# What to do:
Transcribe each line below word for word.

(Beginning of Information)

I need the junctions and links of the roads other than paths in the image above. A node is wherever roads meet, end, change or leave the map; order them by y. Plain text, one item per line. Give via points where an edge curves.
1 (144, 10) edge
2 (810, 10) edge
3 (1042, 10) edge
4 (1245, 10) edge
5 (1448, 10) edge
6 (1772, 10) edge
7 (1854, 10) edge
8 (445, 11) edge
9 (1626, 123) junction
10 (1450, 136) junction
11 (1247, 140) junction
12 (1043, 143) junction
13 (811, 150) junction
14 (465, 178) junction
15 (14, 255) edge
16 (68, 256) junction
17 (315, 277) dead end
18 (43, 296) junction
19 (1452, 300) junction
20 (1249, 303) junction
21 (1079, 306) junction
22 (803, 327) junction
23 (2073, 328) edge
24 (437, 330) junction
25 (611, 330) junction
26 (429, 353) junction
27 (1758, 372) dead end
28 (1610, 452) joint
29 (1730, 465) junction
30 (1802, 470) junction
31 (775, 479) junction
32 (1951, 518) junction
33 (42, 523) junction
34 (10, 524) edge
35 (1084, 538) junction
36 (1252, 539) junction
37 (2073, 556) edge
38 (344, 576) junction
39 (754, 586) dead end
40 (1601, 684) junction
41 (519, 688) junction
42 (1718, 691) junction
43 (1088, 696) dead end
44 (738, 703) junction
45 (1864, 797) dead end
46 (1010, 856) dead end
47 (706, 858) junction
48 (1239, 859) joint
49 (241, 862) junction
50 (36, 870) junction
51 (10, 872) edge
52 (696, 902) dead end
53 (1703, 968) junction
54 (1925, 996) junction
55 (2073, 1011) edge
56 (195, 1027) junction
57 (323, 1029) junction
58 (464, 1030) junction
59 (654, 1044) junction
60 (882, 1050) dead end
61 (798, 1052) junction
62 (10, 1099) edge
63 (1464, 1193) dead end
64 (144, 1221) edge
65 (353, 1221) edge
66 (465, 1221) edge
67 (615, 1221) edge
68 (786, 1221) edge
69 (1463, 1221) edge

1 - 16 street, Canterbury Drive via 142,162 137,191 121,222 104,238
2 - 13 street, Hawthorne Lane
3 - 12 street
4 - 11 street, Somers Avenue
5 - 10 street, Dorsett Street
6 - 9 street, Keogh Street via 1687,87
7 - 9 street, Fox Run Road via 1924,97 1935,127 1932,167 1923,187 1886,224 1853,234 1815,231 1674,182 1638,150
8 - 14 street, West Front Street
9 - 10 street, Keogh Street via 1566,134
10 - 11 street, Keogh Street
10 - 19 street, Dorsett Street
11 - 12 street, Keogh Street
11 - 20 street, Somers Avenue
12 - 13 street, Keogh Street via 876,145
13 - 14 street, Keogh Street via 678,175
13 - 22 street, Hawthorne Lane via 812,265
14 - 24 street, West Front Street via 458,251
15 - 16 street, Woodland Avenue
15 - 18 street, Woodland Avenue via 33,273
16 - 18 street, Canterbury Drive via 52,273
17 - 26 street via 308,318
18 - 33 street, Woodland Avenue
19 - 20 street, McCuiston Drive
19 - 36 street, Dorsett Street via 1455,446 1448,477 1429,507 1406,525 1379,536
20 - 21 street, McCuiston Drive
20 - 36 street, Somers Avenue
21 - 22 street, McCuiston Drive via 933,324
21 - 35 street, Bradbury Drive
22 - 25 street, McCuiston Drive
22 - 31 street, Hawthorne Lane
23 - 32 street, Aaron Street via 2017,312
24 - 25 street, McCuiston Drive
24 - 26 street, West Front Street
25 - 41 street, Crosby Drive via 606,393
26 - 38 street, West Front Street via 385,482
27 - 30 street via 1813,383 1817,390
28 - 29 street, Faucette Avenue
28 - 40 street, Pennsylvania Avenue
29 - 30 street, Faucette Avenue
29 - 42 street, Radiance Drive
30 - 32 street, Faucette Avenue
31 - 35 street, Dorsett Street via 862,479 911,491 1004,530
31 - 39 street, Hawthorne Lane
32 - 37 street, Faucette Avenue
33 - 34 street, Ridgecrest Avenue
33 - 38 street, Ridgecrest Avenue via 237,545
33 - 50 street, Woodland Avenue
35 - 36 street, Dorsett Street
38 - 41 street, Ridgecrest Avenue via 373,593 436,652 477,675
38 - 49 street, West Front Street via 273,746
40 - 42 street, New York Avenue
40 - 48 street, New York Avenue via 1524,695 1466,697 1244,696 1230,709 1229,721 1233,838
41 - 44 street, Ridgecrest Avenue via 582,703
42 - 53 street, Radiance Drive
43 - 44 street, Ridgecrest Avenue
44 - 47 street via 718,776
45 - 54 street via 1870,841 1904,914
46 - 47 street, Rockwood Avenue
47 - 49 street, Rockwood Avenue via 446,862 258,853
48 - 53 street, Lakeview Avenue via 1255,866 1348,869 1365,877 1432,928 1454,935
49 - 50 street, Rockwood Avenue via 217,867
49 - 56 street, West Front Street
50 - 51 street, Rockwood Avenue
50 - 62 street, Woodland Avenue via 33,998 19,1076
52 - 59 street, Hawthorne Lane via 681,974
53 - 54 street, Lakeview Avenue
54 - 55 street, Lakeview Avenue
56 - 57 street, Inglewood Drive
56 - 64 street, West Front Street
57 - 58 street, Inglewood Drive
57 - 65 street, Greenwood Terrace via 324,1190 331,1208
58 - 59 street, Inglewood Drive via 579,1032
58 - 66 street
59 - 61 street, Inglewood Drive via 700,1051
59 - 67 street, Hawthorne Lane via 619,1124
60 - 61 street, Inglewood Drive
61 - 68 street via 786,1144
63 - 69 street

(End of Information)

# Solution to this problem:
I need the junctions and links of the roads other than paths in the image above. A node is wherever roads meet, end, change or leave the map; order them by y. Plain text, one item per line. Give via points where an edge curves.
1 (144, 10) edge
2 (810, 10) edge
3 (1042, 10) edge
4 (1245, 10) edge
5 (1448, 10) edge
6 (1772, 10) edge
7 (1854, 10) edge
8 (445, 11) edge
9 (1626, 123) junction
10 (1450, 136) junction
11 (1247, 140) junction
12 (1043, 143) junction
13 (811, 150) junction
14 (465, 178) junction
15 (14, 255) edge
16 (68, 256) junction
17 (315, 277) dead end
18 (43, 296) junction
19 (1452, 300) junction
20 (1249, 303) junction
21 (1079, 306) junction
22 (803, 327) junction
23 (2073, 328) edge
24 (437, 330) junction
25 (611, 330) junction
26 (429, 353) junction
27 (1758, 372) dead end
28 (1610, 452) joint
29 (1730, 465) junction
30 (1802, 470) junction
31 (775, 479) junction
32 (1951, 518) junction
33 (42, 523) junction
34 (10, 524) edge
35 (1084, 538) junction
36 (1252, 539) junction
37 (2073, 556) edge
38 (344, 576) junction
39 (754, 586) dead end
40 (1601, 684) junction
41 (519, 688) junction
42 (1718, 691) junction
43 (1088, 696) dead end
44 (738, 703) junction
45 (1864, 797) dead end
46 (1010, 856) dead end
47 (706, 858) junction
48 (1239, 859) joint
49 (241, 862) junction
50 (36, 870) junction
51 (10, 872) edge
52 (696, 902) dead end
53 (1703, 968) junction
54 (1925, 996) junction
55 (2073, 1011) edge
56 (195, 1027) junction
57 (323, 1029) junction
58 (464, 1030) junction
59 (654, 1044) junction
60 (882, 1050) dead end
61 (798, 1052) junction
62 (10, 1099) edge
63 (1464, 1193) dead end
64 (144, 1221) edge
65 (353, 1221) edge
66 (465, 1221) edge
67 (615, 1221) edge
68 (786, 1221) edge
69 (1463, 1221) edge

1 - 16 street, Canterbury Drive via 142,162 137,191 121,222 104,238
2 - 13 street, Hawthorne Lane
3 - 12 street
4 - 11 street, Somers Avenue
5 - 10 street, Dorsett Street
6 - 9 street, Keogh Street via 1687,87
7 - 9 street, Fox Run Road via 1924,97 1935,127 1932,167 1923,187 1886,224 1853,234 1815,231 1674,182 1638,150
8 - 14 street, West Front Street
9 - 10 street, Keogh Street via 1566,134
10 - 11 street, Keogh Street
10 - 19 street, Dorsett Street
11 - 12 street, Keogh Street
11 - 20 street, Somers Avenue
12 - 13 street, Keogh Street via 876,145
13 - 14 street, Keogh Street via 678,175
13 - 22 street, Hawthorne Lane via 812,265
14 - 24 street, West Front Street via 458,251
15 - 16 street, Woodland Avenue
15 - 18 street, Woodland Avenue via 33,273
16 - 18 street, Canterbury Drive via 52,273
17 - 26 street via 308,318
18 - 33 street, Woodland Avenue
19 - 20 street, McCuiston Drive
19 - 36 street, Dorsett Street via 1455,446 1448,477 1429,507 1406,525 1379,536
20 - 21 street, McCuiston Drive
20 - 36 street, Somers Avenue
21 - 22 street, McCuiston Drive via 933,324
21 - 35 street, Bradbury Drive
22 - 25 street, McCuiston Drive
22 - 31 street, Hawthorne Lane
23 - 32 street, Aaron Street via 2017,312
24 - 25 street, McCuiston Drive
24 - 26 street, West Front Street
25 - 41 street, Crosby Drive via 606,393
26 - 38 street, West Front Street via 385,482
27 - 30 street via 1813,383 1817,390
28 - 29 street, Faucette Avenue
28 - 40 street, Pennsylvania Avenue
29 - 30 street, Faucette Avenue
29 - 42 street, Radiance Drive
30 - 32 street, Faucette Avenue
31 - 35 street, Dorsett Street via 862,479 911,491 1004,530
31 - 39 street, Hawthorne Lane
32 - 37 street, Faucette Avenue
33 - 34 street, Ridgecrest Avenue
33 - 38 street, Ridgecrest Avenue via 237,545
33 - 50 street, Woodland Avenue
35 - 36 street, Dorsett Street
38 - 41 street, Ridgecrest Avenue via 373,593 436,652 477,675
38 - 49 street, West Front Street via 273,746
40 - 42 street, New York Avenue
40 - 48 street, New York Avenue via 1524,695 1466,697 1244,696 1230,709 1229,721 1233,838
41 - 44 street, Ridgecrest Avenue via 582,703
42 - 53 street, Radiance Drive
43 - 44 street, Ridgecrest Avenue
44 - 47 street via 718,776
45 - 54 street via 1870,841 1904,914
46 - 47 street, Rockwood Avenue
47 - 49 street, Rockwood Avenue via 446,862 258,853
48 - 53 street, Lakeview Avenue via 1255,866 1348,869 1365,877 1432,928 1454,935
49 - 50 street, Rockwood Avenue via 217,867
49 - 56 street, West Front Street
50 - 51 street, Rockwood Avenue
50 - 62 street, Woodland Avenue via 33,998 19,1076
52 - 59 street, Hawthorne Lane via 681,974
53 - 54 street, Lakeview Avenue
54 - 55 street, Lakeview Avenue
56 - 57 street, Inglewood Drive
56 - 64 street, West Front Street
57 - 58 street, Inglewood Drive
57 - 65 street, Greenwood Terrace via 324,1190 331,1208
58 - 59 street, Inglewood Drive via 579,1032
58 - 66 street
59 - 61 street, Inglewood Drive via 700,1051
59 - 67 street, Hawthorne Lane via 619,1124
60 - 61 street, Inglewood Drive
61 - 68 street via 786,1144
63 - 69 street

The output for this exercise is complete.